[Provided data Boundary: Start]

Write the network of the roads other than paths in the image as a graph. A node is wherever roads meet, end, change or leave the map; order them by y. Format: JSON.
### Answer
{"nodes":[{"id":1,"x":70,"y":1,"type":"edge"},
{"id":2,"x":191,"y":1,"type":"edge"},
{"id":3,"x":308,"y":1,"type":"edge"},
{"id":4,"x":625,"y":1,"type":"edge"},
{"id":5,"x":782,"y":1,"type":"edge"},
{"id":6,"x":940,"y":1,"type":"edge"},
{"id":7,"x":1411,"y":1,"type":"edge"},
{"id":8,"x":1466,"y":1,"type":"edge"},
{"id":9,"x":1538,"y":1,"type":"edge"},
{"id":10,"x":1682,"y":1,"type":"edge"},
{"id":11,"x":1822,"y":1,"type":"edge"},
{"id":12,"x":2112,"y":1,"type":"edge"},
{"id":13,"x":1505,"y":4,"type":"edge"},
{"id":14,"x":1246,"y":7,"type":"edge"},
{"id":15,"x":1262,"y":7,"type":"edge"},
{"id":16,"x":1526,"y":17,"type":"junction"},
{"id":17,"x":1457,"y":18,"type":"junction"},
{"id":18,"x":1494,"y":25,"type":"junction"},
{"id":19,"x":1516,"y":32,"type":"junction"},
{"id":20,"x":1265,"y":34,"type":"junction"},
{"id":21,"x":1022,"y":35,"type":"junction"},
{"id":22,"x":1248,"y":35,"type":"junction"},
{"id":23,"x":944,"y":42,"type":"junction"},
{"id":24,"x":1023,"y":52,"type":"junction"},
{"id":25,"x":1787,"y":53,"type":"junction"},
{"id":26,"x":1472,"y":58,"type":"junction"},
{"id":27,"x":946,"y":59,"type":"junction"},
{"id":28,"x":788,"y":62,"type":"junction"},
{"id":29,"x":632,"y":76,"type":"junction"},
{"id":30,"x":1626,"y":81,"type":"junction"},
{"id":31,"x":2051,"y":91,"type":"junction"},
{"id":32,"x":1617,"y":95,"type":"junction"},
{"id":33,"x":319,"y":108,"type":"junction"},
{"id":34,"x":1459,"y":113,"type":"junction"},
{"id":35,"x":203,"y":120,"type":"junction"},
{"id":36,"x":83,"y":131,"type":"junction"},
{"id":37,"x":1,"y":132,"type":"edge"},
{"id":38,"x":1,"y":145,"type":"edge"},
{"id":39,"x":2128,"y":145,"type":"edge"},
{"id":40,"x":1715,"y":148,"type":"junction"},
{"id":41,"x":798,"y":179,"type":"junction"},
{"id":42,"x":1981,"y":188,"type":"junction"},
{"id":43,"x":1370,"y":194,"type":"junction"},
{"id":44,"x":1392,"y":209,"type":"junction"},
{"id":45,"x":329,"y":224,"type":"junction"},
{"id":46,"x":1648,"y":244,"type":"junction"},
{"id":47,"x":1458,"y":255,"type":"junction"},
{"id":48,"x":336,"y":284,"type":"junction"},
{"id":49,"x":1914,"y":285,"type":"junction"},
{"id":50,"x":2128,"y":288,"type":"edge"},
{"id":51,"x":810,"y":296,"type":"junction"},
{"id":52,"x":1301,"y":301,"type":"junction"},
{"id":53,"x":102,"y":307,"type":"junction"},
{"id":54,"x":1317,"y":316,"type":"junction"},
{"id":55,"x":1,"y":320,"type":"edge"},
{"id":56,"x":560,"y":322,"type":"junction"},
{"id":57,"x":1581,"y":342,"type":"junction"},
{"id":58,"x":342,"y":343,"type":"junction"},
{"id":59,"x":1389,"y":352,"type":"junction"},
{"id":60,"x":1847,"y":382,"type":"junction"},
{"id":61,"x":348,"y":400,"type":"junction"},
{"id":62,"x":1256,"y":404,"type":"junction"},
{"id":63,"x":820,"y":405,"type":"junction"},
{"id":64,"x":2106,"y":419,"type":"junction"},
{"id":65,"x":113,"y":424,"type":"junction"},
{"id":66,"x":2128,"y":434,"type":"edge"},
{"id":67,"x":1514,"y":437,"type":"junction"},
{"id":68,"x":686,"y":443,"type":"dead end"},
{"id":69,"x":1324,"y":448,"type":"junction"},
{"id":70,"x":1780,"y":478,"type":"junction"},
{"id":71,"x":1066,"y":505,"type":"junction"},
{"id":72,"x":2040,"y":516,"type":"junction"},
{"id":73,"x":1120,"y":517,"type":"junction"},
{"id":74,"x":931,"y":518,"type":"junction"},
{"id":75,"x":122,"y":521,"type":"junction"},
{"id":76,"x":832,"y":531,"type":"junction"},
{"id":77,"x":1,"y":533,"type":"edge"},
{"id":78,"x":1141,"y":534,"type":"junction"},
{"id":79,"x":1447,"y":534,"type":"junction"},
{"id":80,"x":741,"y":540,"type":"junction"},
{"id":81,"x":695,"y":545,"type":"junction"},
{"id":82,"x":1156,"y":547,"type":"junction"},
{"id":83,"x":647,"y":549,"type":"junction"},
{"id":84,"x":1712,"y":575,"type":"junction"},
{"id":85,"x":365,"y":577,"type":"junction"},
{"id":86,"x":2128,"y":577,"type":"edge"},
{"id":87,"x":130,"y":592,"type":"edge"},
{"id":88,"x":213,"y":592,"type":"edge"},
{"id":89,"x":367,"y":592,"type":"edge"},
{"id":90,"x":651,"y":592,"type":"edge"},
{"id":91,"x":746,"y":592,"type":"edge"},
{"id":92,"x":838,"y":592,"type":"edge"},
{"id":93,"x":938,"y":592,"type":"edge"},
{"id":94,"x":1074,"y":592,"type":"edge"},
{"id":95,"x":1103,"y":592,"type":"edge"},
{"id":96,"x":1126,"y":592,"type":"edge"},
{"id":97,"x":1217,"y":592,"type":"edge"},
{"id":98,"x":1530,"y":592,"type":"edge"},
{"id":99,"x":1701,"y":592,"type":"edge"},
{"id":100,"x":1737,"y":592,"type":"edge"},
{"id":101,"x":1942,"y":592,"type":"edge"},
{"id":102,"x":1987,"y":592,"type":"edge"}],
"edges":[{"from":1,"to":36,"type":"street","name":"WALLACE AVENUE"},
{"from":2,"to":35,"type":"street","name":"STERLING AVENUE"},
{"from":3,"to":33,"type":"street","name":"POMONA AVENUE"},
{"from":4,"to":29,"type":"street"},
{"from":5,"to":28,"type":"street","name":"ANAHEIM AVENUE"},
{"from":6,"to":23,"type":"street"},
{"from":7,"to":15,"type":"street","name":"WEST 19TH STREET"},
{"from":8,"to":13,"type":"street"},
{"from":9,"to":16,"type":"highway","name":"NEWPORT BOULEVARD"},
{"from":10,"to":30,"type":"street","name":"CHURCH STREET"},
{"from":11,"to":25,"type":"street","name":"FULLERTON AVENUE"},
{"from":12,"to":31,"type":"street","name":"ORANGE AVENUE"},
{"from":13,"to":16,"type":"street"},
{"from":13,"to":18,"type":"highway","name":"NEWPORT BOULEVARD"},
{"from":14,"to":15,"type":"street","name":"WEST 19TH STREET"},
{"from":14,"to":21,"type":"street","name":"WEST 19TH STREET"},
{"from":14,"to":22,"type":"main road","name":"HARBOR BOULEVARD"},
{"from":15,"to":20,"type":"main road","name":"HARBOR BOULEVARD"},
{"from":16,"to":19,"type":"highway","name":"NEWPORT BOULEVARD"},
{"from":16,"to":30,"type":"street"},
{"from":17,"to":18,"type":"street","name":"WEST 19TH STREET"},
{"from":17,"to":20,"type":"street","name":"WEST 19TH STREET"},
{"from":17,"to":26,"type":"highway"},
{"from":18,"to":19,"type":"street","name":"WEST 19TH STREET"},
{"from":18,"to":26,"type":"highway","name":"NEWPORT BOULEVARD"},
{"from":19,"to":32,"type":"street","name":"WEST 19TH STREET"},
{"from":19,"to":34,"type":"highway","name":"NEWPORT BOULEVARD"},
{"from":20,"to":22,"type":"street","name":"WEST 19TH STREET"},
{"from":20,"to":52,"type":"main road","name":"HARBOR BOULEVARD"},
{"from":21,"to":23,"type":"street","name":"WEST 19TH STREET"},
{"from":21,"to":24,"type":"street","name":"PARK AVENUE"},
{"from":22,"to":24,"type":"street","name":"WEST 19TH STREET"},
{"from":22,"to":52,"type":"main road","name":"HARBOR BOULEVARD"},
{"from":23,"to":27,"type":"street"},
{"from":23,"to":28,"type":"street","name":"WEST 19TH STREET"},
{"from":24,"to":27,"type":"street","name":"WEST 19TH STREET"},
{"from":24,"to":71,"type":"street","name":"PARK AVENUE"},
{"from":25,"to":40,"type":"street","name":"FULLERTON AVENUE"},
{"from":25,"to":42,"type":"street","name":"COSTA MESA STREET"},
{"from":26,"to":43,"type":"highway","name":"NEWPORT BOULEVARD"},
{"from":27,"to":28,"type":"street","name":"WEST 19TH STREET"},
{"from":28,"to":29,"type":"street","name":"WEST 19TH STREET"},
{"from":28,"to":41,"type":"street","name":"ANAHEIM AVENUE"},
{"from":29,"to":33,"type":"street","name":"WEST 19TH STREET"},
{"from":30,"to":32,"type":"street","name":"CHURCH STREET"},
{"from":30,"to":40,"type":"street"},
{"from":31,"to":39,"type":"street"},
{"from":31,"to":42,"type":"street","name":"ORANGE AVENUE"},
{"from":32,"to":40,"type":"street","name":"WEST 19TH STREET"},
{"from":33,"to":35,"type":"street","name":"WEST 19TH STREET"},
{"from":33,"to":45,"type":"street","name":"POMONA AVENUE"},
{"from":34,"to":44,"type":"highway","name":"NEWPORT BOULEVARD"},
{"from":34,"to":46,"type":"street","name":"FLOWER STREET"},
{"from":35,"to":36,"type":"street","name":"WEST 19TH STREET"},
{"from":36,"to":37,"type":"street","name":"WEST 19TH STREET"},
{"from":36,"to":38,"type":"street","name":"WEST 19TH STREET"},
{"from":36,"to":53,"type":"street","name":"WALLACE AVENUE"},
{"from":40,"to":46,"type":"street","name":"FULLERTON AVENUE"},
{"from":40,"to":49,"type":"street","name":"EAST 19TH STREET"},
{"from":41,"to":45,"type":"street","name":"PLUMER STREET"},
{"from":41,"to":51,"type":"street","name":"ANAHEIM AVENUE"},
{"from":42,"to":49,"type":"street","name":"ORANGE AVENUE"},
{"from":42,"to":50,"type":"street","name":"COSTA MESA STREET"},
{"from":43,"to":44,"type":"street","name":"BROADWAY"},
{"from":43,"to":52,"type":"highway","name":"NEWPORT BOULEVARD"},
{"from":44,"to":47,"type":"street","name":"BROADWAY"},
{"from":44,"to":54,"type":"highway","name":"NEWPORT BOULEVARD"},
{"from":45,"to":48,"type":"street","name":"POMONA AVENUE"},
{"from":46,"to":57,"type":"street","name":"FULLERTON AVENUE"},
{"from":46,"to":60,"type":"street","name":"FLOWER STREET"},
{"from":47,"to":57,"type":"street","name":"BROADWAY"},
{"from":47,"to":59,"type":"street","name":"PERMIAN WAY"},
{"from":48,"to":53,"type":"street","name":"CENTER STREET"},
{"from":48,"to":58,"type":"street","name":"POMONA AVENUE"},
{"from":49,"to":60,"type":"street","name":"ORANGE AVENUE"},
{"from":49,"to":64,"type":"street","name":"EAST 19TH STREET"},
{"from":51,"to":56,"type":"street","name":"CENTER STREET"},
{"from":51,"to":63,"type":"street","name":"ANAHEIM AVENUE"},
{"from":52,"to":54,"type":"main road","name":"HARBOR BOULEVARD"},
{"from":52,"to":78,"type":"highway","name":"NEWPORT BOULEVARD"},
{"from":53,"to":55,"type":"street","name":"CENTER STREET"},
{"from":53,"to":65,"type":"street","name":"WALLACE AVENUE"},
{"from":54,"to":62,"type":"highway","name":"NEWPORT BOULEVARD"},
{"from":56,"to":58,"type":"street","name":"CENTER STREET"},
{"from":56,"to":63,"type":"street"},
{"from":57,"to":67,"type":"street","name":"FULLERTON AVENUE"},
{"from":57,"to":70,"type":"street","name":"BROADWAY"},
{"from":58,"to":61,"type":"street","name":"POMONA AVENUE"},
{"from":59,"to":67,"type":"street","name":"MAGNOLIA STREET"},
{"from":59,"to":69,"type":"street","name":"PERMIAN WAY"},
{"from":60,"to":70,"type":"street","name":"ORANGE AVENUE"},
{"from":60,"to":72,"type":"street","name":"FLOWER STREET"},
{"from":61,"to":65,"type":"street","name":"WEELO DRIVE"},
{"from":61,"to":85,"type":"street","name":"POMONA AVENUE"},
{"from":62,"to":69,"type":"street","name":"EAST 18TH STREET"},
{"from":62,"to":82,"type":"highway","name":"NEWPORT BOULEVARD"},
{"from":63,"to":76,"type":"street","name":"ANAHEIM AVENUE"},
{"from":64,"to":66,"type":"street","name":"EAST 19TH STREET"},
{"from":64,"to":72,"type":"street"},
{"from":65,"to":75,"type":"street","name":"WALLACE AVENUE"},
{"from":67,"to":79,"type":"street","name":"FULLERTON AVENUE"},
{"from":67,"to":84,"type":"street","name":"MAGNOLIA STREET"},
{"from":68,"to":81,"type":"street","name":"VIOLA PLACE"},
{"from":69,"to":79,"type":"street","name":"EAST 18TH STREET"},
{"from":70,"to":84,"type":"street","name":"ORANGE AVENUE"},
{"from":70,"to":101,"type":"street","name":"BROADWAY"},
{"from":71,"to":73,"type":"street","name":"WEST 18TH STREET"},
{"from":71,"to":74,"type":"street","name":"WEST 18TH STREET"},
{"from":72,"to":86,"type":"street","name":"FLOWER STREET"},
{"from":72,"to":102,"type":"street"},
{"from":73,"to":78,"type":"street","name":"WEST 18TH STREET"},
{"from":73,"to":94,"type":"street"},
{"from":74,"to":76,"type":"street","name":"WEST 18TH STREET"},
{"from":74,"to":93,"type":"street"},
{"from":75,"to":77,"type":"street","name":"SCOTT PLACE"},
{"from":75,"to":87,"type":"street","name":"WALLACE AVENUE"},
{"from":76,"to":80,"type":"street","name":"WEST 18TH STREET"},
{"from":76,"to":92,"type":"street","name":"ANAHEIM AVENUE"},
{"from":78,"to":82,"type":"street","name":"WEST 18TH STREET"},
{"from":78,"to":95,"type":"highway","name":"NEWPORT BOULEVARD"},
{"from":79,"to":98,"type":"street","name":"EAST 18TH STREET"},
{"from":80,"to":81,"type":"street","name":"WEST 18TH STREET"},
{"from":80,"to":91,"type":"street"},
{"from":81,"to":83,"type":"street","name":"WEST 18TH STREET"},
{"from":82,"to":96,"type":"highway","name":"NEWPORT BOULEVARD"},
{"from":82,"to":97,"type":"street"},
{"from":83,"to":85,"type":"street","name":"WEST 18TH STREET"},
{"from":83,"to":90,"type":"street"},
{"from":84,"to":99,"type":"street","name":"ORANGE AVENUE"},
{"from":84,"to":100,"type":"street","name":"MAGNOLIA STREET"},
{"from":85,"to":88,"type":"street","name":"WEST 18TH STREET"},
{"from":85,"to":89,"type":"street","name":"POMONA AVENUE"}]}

[Provided data Boundary: End]

**Prompt**
Show all lines above that contain "HARBOR".

**Response**
{"from":14,"to":22,"type":"main road","name":"HARBOR BOULEVARD"},
{"from":15,"to":20,"type":"main road","name":"HARBOR BOULEVARD"},
{"from":20,"to":52,"type":"main road","name":"HARBOR BOULEVARD"},
{"from":22,"to":52,"type":"main road","name":"HARBOR BOULEVARD"},
{"from":52,"to":54,"type":"main road","name":"HARBOR BOULEVARD"},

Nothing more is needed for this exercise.